- Exercise instructions -
Whenever a line in the entries includes the word "Mandir", copy that line out.

Stored items:
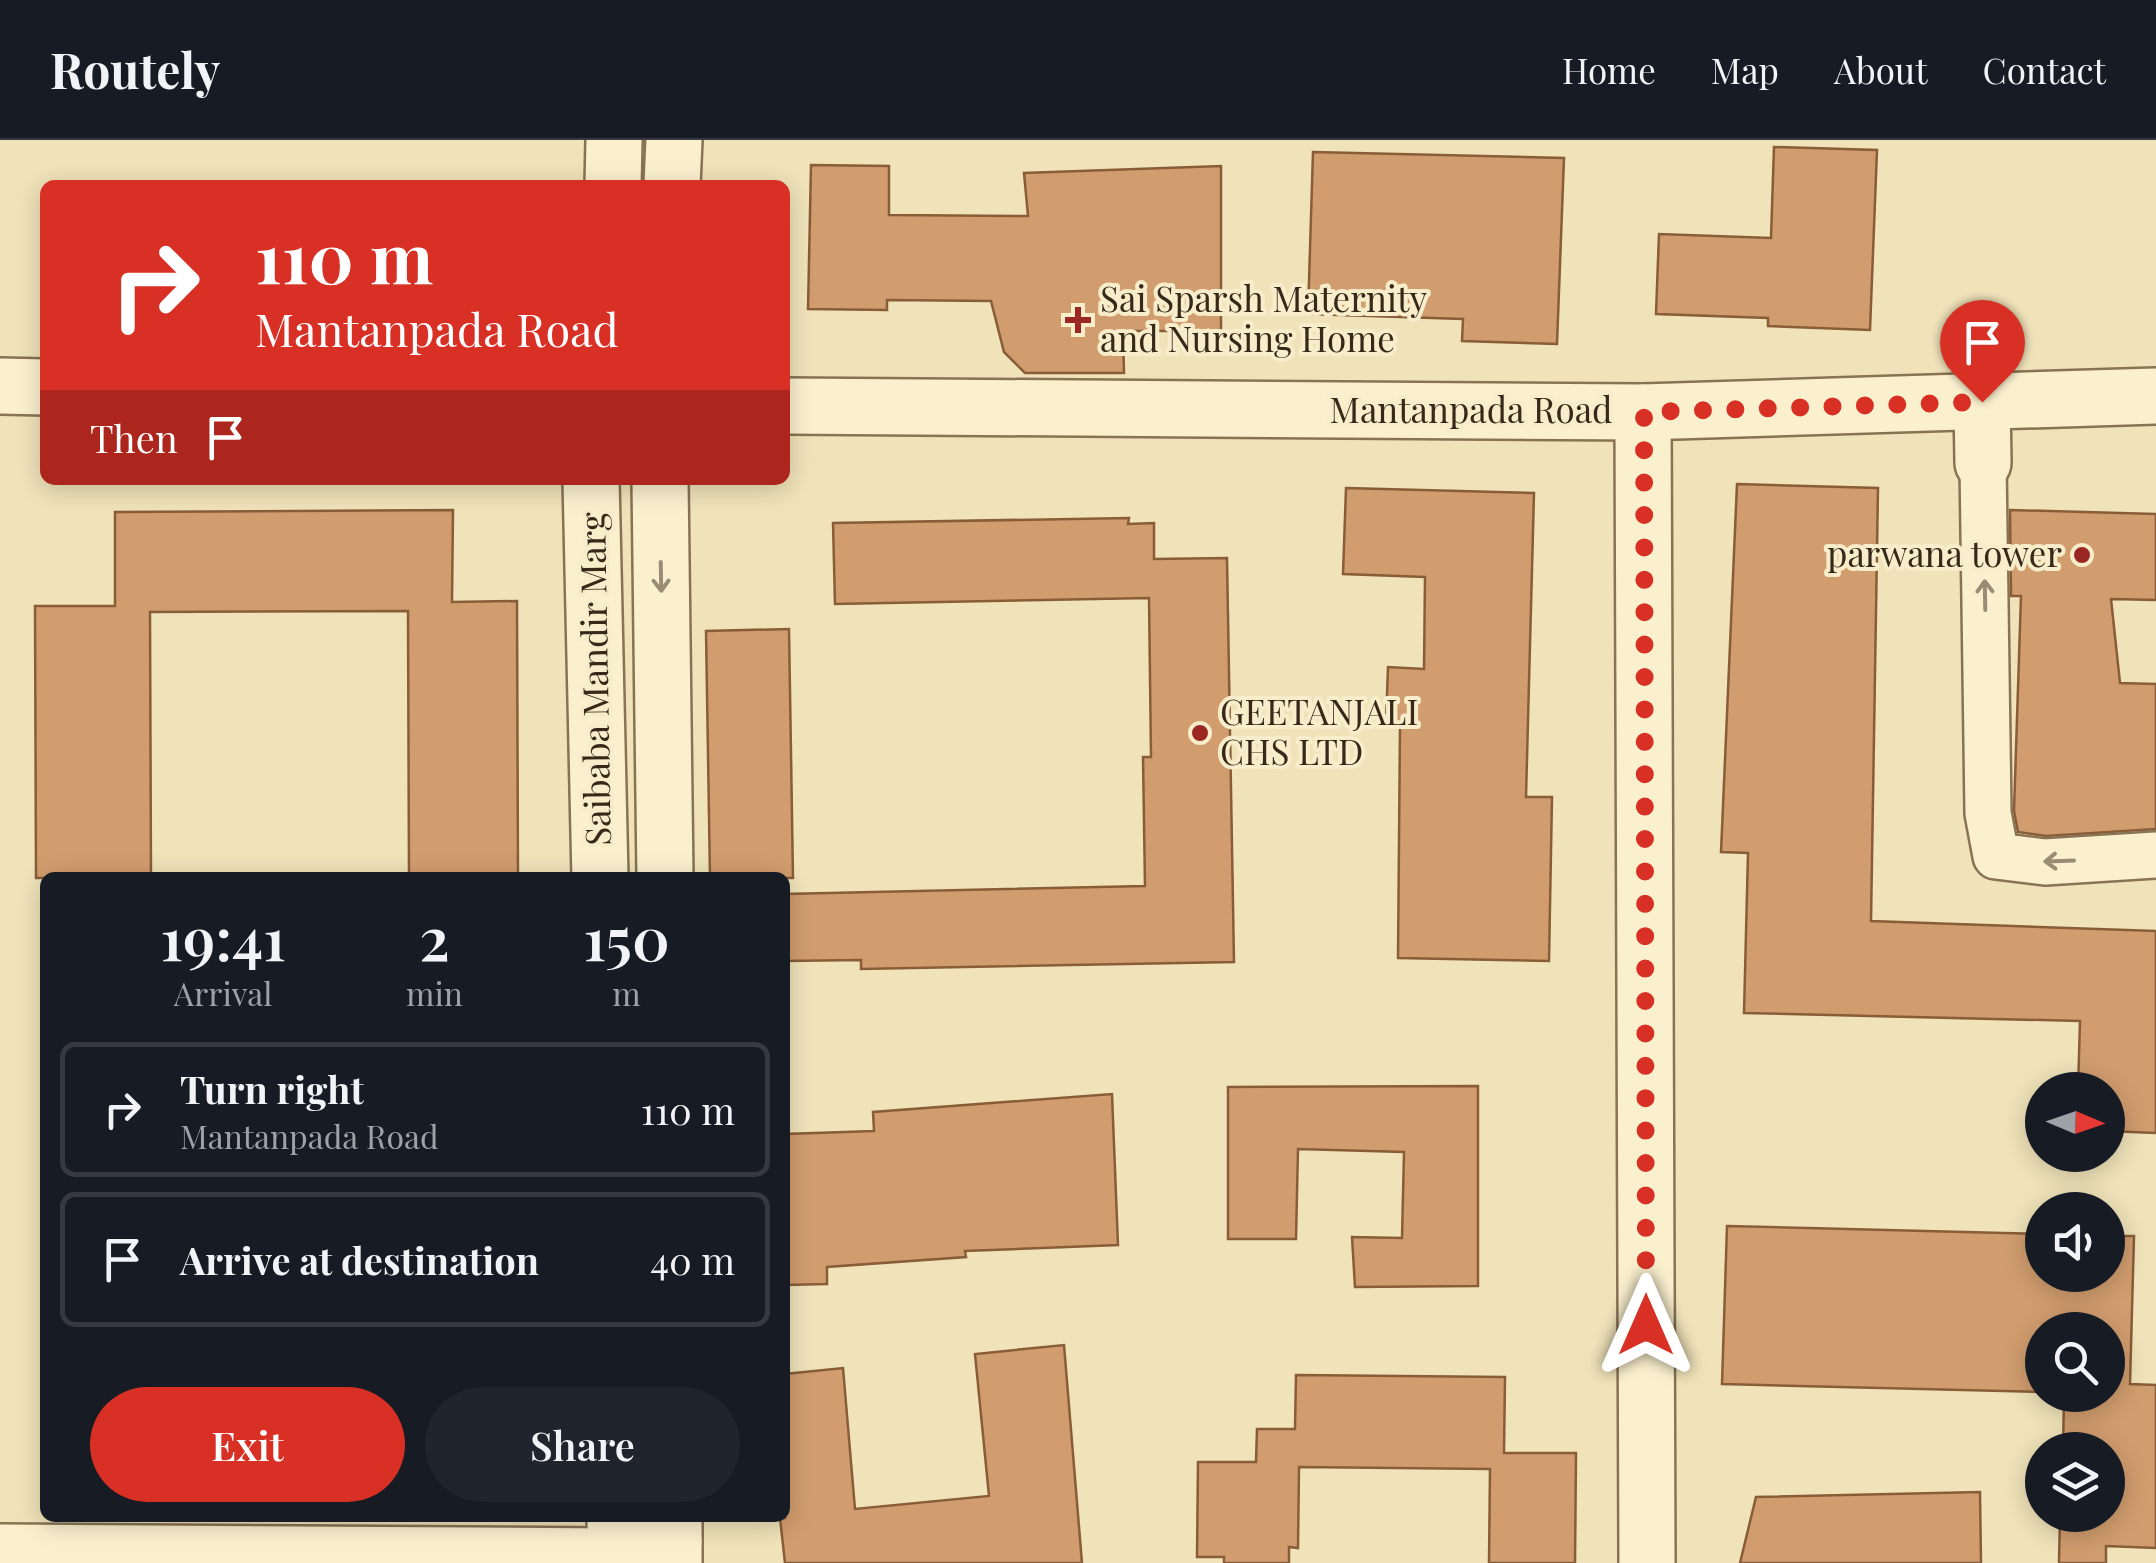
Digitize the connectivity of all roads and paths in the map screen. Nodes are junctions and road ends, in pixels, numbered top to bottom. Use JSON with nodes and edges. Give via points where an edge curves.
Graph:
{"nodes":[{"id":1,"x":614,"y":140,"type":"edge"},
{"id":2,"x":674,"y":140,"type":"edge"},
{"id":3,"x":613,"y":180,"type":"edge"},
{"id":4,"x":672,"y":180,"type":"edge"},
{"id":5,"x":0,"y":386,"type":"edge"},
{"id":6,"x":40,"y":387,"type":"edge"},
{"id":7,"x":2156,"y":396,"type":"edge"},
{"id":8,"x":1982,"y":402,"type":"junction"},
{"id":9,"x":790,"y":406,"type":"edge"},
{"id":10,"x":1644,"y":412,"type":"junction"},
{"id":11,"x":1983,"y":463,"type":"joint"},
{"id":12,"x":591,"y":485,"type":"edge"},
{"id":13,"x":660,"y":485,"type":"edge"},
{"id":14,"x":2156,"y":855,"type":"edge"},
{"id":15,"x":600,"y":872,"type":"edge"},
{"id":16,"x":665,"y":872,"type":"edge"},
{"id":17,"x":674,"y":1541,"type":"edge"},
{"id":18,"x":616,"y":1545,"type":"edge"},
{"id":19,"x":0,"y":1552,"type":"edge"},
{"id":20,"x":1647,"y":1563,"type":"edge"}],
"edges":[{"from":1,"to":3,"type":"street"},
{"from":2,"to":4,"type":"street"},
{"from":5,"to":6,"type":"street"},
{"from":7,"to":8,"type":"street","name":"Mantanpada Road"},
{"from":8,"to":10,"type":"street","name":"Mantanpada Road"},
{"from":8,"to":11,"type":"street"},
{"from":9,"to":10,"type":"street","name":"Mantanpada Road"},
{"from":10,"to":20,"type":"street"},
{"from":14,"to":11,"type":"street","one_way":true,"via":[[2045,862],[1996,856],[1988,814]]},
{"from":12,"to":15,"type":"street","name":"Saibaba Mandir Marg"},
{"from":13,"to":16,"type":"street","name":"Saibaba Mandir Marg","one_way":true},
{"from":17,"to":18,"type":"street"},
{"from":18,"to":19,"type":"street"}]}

--

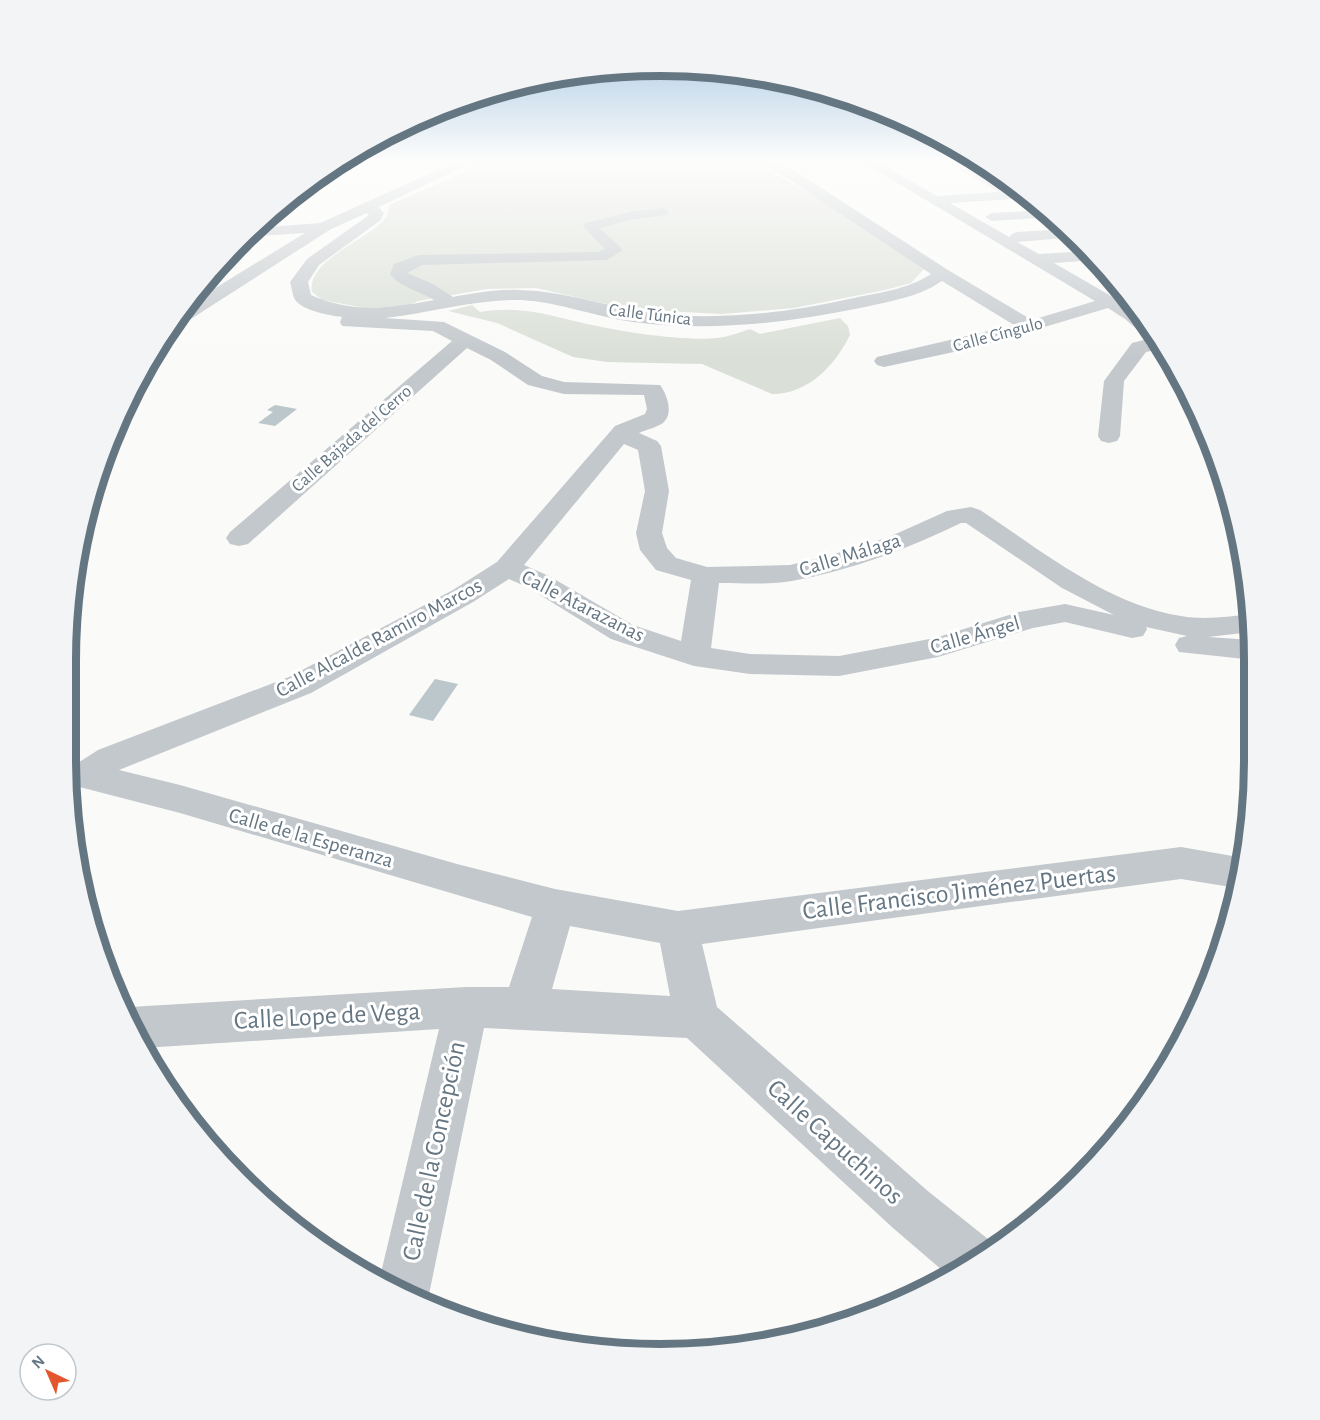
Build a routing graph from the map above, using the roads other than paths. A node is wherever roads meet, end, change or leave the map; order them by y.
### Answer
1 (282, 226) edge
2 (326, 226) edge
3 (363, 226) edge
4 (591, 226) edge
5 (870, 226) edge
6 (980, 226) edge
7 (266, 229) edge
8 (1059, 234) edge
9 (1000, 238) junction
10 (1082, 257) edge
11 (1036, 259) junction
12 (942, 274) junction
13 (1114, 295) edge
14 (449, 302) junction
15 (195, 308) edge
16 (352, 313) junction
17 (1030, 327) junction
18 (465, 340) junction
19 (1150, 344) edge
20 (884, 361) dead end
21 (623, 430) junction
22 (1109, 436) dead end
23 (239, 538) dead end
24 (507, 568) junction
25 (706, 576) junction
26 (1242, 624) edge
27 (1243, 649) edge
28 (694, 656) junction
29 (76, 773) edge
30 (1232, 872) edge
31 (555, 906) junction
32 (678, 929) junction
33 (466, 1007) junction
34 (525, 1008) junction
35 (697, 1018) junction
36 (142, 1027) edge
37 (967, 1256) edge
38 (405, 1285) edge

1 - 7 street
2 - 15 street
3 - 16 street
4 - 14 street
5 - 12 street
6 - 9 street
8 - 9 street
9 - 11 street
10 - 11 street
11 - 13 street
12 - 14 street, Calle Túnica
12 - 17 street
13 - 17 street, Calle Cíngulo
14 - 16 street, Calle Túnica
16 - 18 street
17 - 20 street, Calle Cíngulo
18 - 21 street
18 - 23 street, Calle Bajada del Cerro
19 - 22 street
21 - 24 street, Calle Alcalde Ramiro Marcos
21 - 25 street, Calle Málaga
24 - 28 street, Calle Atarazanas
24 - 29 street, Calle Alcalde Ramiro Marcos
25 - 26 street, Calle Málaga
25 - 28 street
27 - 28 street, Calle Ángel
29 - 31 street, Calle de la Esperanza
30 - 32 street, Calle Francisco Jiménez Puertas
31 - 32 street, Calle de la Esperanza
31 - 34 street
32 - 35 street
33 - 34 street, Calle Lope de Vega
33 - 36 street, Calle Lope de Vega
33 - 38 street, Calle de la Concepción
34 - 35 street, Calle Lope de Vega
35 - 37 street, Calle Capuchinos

- Response to the exercise -
{"from":12,"to":15,"type":"street","name":"Saibaba Mandir Marg"},
{"from":13,"to":16,"type":"street","name":"Saibaba Mandir Marg","one_way":true},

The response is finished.